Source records
Segment Open
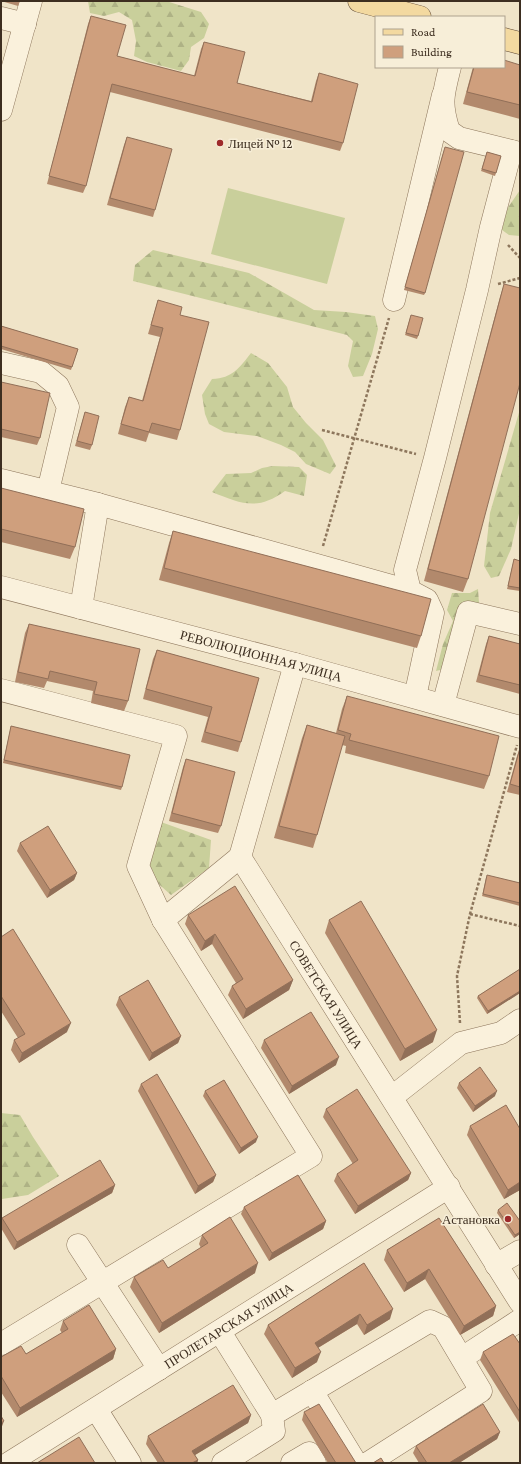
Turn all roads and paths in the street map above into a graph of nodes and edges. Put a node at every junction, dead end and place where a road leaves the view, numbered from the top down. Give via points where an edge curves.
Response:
1 (31, 1) edge
2 (359, 1) edge
3 (416, 16) edge
4 (1, 18) edge
5 (25, 24) junction
6 (505, 38) edge
7 (520, 43) edge
8 (450, 68) edge
9 (6, 71) edge
10 (443, 95) junction
11 (1, 110) edge
12 (515, 152) edge
13 (394, 300) joint
14 (1, 364) edge
15 (322, 430) dead end
16 (354, 438) junction
17 (435, 458) junction
18 (1, 480) edge
19 (48, 491) junction
20 (98, 504) junction
21 (317, 565) junction
22 (1, 587) edge
23 (410, 590) junction
24 (81, 608) junction
25 (520, 624) edge
26 (295, 664) junction
27 (1, 690) edge
28 (415, 697) junction
29 (443, 705) junction
30 (519, 734) edge
31 (240, 857) junction
32 (470, 914) junction
33 (163, 920) junction
34 (520, 926) edge
35 (520, 1020) edge
36 (461, 1043) junction
37 (392, 1097) junction
38 (448, 1187) junction
39 (78, 1245) dead end
40 (520, 1251) edge
41 (496, 1265) junction
42 (103, 1283) junction
43 (520, 1302) edge
44 (520, 1320) edge
45 (220, 1332) junction
46 (1, 1344) edge
47 (462, 1358) junction
48 (159, 1369) junction
49 (312, 1391) junction
50 (96, 1409) junction
51 (272, 1415) junction
52 (9, 1463) edge
53 (130, 1463) edge
54 (223, 1463) edge
55 (292, 1463) edge
56 (315, 1463) edge
57 (356, 1463) edge
58 (368, 1463) edge

1 - 5 street
2 - 3 main road
4 - 5 street
5 - 9 street
6 - 7 main road
8 - 10 street
9 - 11 street
10 - 12 street via 443,108 449,131 459,138
10 - 13 street
12 - 17 street via 491,227
13 - 16 path
14 - 19 street via 41,372 58,386 68,407
15 - 16 path
16 - 17 path
16 - 21 path
17 - 23 street via 404,570
18 - 19 street
19 - 20 street
20 - 21 street
20 - 24 street
21 - 23 street
22 - 24 street, РЕВОЛЮЦИОННАЯ УЛИЦА
23 - 28 street via 427,600 433,613
24 - 26 street, РЕВОЛЮЦИОННАЯ УЛИЦА
25 - 29 street via 468,612
26 - 28 street, РЕВОЛЮЦИОННАЯ УЛИЦА
26 - 31 street
27 - 33 street via 176,736 138,866
28 - 29 street, РЕВОЛЮЦИОННАЯ УЛИЦА
29 - 30 street, РЕВОЛЮЦИОННАЯ УЛИЦА
30 - 32 path
31 - 33 street
31 - 37 street, СОВЕТСКАЯ УЛИЦА
32 - 34 path
32 - 36 path via 457,976
33 - 42 street via 311,1156
35 - 36 street via 501,1033
36 - 37 street
37 - 38 street, СОВЕТСКАЯ УЛИЦА
38 - 41 street, СОВЕТСКАЯ УЛИЦА
38 - 45 street, ПРОЛЕТАРСКАЯ УЛИЦА
39 - 42 street
40 - 41 street
41 - 43 street, СОВЕТСКАЯ УЛИЦА
42 - 46 street
42 - 48 street
44 - 47 street
45 - 48 street, ПРОЛЕТАРСКАЯ УЛИЦА
45 - 51 street
47 - 49 street via 443,1327 430,1321
47 - 58 street via 481,1391
48 - 50 street, ПРОЛЕТАРСКАЯ УЛИЦА
49 - 51 street
49 - 57 street
50 - 52 street, ПРОЛЕТАРСКАЯ УЛИЦА
50 - 53 street
51 - 54 street via 274,1431
55 - 56 street via 309,1453

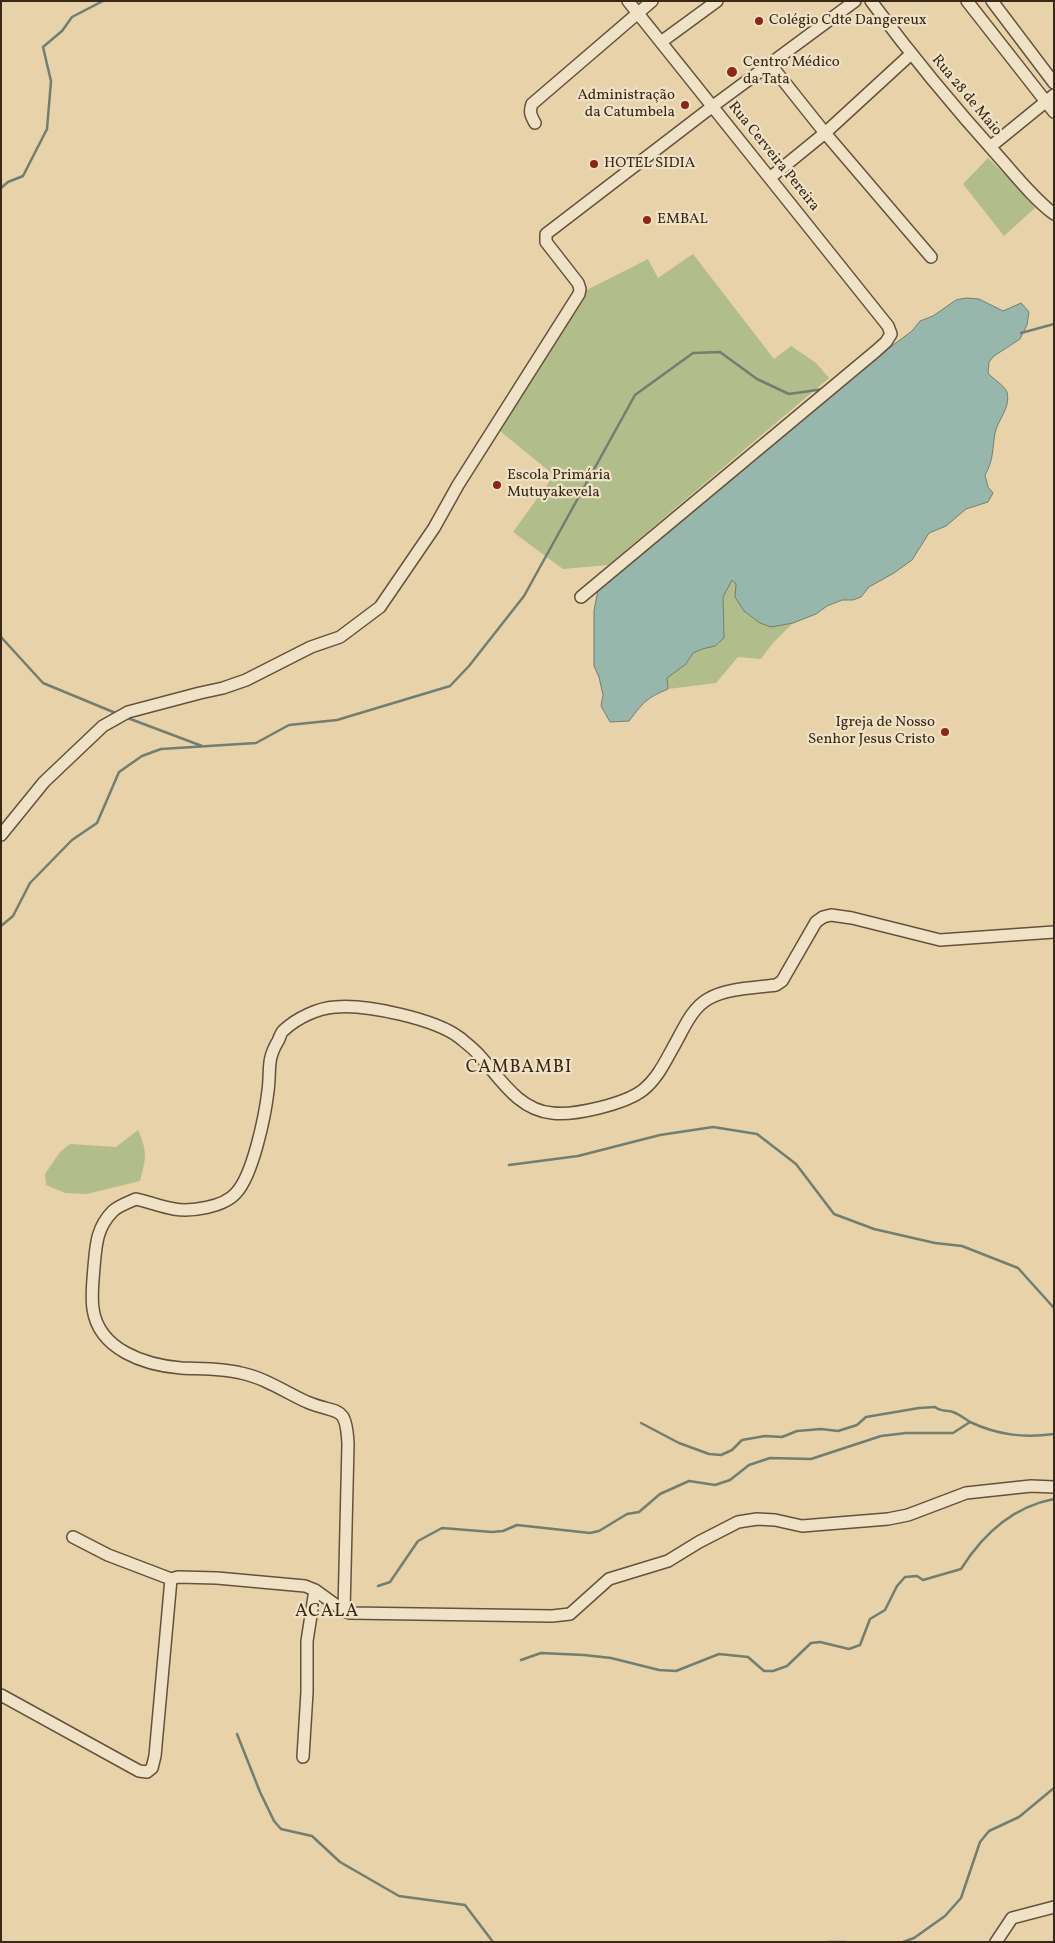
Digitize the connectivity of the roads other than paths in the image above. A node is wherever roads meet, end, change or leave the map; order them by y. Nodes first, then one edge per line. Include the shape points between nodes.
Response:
1 (628, 1) edge
2 (652, 1) edge
3 (717, 1) edge
4 (855, 1) edge
5 (870, 1) edge
6 (967, 1) edge
7 (992, 1) edge
8 (838, 6) edge
9 (638, 14) junction
10 (661, 42) junction
11 (911, 54) junction
12 (770, 64) junction
13 (1054, 83) edge
14 (1049, 99) edge
15 (713, 106) junction
16 (1054, 112) edge
17 (535, 123) dead end
18 (825, 133) junction
19 (990, 147) junction
20 (771, 178) junction
21 (1054, 214) edge
22 (931, 257) dead end
23 (581, 597) dead end
24 (1, 835) edge
25 (1054, 932) edge
26 (1054, 1488) edge
27 (73, 1537) dead end
28 (171, 1579) junction
29 (315, 1590) junction
30 (344, 1611) junction
31 (1, 1695) edge
32 (303, 1757) dead end
33 (1054, 1907) edge
34 (996, 1942) edge

1 - 9 street, Rua Cerveira Pereira
2 - 9 street
3 - 10 street
4 - 8 street
5 - 11 street, Rua 28 de Maio
6 - 14 street
7 - 13 street
8 - 12 street
9 - 10 street, Rua Cerveira Pereira
9 - 17 street via 532,104 530,115
10 - 15 street, Rua Cerveira Pereira
11 - 18 street
11 - 19 street, Rua 28 de Maio
12 - 15 street
12 - 18 street
14 - 16 street
14 - 19 street
15 - 20 street, Rua Cerveira Pereira
15 - 24 street via 546,234 546,242 578,283 579,294 434,528 380,608 340,637 311,647 246,680 128,712 103,726 44,782
18 - 20 street
18 - 22 street
19 - 21 street, Rua 28 de Maio
20 - 23 street, Rua Cerveira Pereira via 891,334 839,382
25 - 30 street via 940,940 852,918 823,917 816,922 782,981 707,999 692,1015 661,1069 643,1090 628,1098 578,1113 550,1113 527,1105 459,1037 424,1020 371,1009 335,1007 314,1012 283,1031 271,1053 267,1101 255,1150 246,1177 235,1194 210,1207 175,1209 136,1199 113,1211 97,1236 93,1310 104,1336 134,1357 179,1368 240,1373 342,1413 348,1444
26 - 30 street via 1031,1486 966,1493 916,1513 888,1519 802,1526 775,1520 738,1522 668,1562 609,1580 570,1614 368,1614
27 - 28 street via 108,1555
28 - 29 street via 234,1579
28 - 31 street via 155,1756 152,1768 147,1772
29 - 30 street
29 - 32 street via 307,1640
33 - 34 street via 1012,1918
Segment Closed
» **What you are asked to do**: The records above are to be copied exactly, with no pictures carried over.

» **Problem solution**:
Turn all roads and paths in the street map above into a graph of nodes and edges. Put a node at every junction, dead end and place where a road leaves the view, numbered from the top down. Give via points where an edge curves.
Response:
1 (31, 1) edge
2 (359, 1) edge
3 (416, 16) edge
4 (1, 18) edge
5 (25, 24) junction
6 (505, 38) edge
7 (520, 43) edge
8 (450, 68) edge
9 (6, 71) edge
10 (443, 95) junction
11 (1, 110) edge
12 (515, 152) edge
13 (394, 300) joint
14 (1, 364) edge
15 (322, 430) dead end
16 (354, 438) junction
17 (435, 458) junction
18 (1, 480) edge
19 (48, 491) junction
20 (98, 504) junction
21 (317, 565) junction
22 (1, 587) edge
23 (410, 590) junction
24 (81, 608) junction
25 (520, 624) edge
26 (295, 664) junction
27 (1, 690) edge
28 (415, 697) junction
29 (443, 705) junction
30 (519, 734) edge
31 (240, 857) junction
32 (470, 914) junction
33 (163, 920) junction
34 (520, 926) edge
35 (520, 1020) edge
36 (461, 1043) junction
37 (392, 1097) junction
38 (448, 1187) junction
39 (78, 1245) dead end
40 (520, 1251) edge
41 (496, 1265) junction
42 (103, 1283) junction
43 (520, 1302) edge
44 (520, 1320) edge
45 (220, 1332) junction
46 (1, 1344) edge
47 (462, 1358) junction
48 (159, 1369) junction
49 (312, 1391) junction
50 (96, 1409) junction
51 (272, 1415) junction
52 (9, 1463) edge
53 (130, 1463) edge
54 (223, 1463) edge
55 (292, 1463) edge
56 (315, 1463) edge
57 (356, 1463) edge
58 (368, 1463) edge

1 - 5 street
2 - 3 main road
4 - 5 street
5 - 9 street
6 - 7 main road
8 - 10 street
9 - 11 street
10 - 12 street via 443,108 449,131 459,138
10 - 13 street
12 - 17 street via 491,227
13 - 16 path
14 - 19 street via 41,372 58,386 68,407
15 - 16 path
16 - 17 path
16 - 21 path
17 - 23 street via 404,570
18 - 19 street
19 - 20 street
20 - 21 street
20 - 24 street
21 - 23 street
22 - 24 street, РЕВОЛЮЦИОННАЯ УЛИЦА
23 - 28 street via 427,600 433,613
24 - 26 street, РЕВОЛЮЦИОННАЯ УЛИЦА
25 - 29 street via 468,612
26 - 28 street, РЕВОЛЮЦИОННАЯ УЛИЦА
26 - 31 street
27 - 33 street via 176,736 138,866
28 - 29 street, РЕВОЛЮЦИОННАЯ УЛИЦА
29 - 30 street, РЕВОЛЮЦИОННАЯ УЛИЦА
30 - 32 path
31 - 33 street
31 - 37 street, СОВЕТСКАЯ УЛИЦА
32 - 34 path
32 - 36 path via 457,976
33 - 42 street via 311,1156
35 - 36 street via 501,1033
36 - 37 street
37 - 38 street, СОВЕТСКАЯ УЛИЦА
38 - 41 street, СОВЕТСКАЯ УЛИЦА
38 - 45 street, ПРОЛЕТАРСКАЯ УЛИЦА
39 - 42 street
40 - 41 street
41 - 43 street, СОВЕТСКАЯ УЛИЦА
42 - 46 street
42 - 48 street
44 - 47 street
45 - 48 street, ПРОЛЕТАРСКАЯ УЛИЦА
45 - 51 street
47 - 49 street via 443,1327 430,1321
47 - 58 street via 481,1391
48 - 50 street, ПРОЛЕТАРСКАЯ УЛИЦА
49 - 51 street
49 - 57 street
50 - 52 street, ПРОЛЕТАРСКАЯ УЛИЦА
50 - 53 street
51 - 54 street via 274,1431
55 - 56 street via 309,1453

Digitize the connectivity of the roads other than paths in the image above. A node is wherever roads meet, end, change or leave the map; order them by y. Nodes first, then one edge per line. Include the shape points between nodes.
Response:
1 (628, 1) edge
2 (652, 1) edge
3 (717, 1) edge
4 (855, 1) edge
5 (870, 1) edge
6 (967, 1) edge
7 (992, 1) edge
8 (838, 6) edge
9 (638, 14) junction
10 (661, 42) junction
11 (911, 54) junction
12 (770, 64) junction
13 (1054, 83) edge
14 (1049, 99) edge
15 (713, 106) junction
16 (1054, 112) edge
17 (535, 123) dead end
18 (825, 133) junction
19 (990, 147) junction
20 (771, 178) junction
21 (1054, 214) edge
22 (931, 257) dead end
23 (581, 597) dead end
24 (1, 835) edge
25 (1054, 932) edge
26 (1054, 1488) edge
27 (73, 1537) dead end
28 (171, 1579) junction
29 (315, 1590) junction
30 (344, 1611) junction
31 (1, 1695) edge
32 (303, 1757) dead end
33 (1054, 1907) edge
34 (996, 1942) edge

1 - 9 street, Rua Cerveira Pereira
2 - 9 street
3 - 10 street
4 - 8 street
5 - 11 street, Rua 28 de Maio
6 - 14 street
7 - 13 street
8 - 12 street
9 - 10 street, Rua Cerveira Pereira
9 - 17 street via 532,104 530,115
10 - 15 street, Rua Cerveira Pereira
11 - 18 street
11 - 19 street, Rua 28 de Maio
12 - 15 street
12 - 18 street
14 - 16 street
14 - 19 street
15 - 20 street, Rua Cerveira Pereira
15 - 24 street via 546,234 546,242 578,283 579,294 434,528 380,608 340,637 311,647 246,680 128,712 103,726 44,782
18 - 20 street
18 - 22 street
19 - 21 street, Rua 28 de Maio
20 - 23 street, Rua Cerveira Pereira via 891,334 839,382
25 - 30 street via 940,940 852,918 823,917 816,922 782,981 707,999 692,1015 661,1069 643,1090 628,1098 578,1113 550,1113 527,1105 459,1037 424,1020 371,1009 335,1007 314,1012 283,1031 271,1053 267,1101 255,1150 246,1177 235,1194 210,1207 175,1209 136,1199 113,1211 97,1236 93,1310 104,1336 134,1357 179,1368 240,1373 342,1413 348,1444
26 - 30 street via 1031,1486 966,1493 916,1513 888,1519 802,1526 775,1520 738,1522 668,1562 609,1580 570,1614 368,1614
27 - 28 street via 108,1555
28 - 29 street via 234,1579
28 - 31 street via 155,1756 152,1768 147,1772
29 - 30 street
29 - 32 street via 307,1640
33 - 34 street via 1012,1918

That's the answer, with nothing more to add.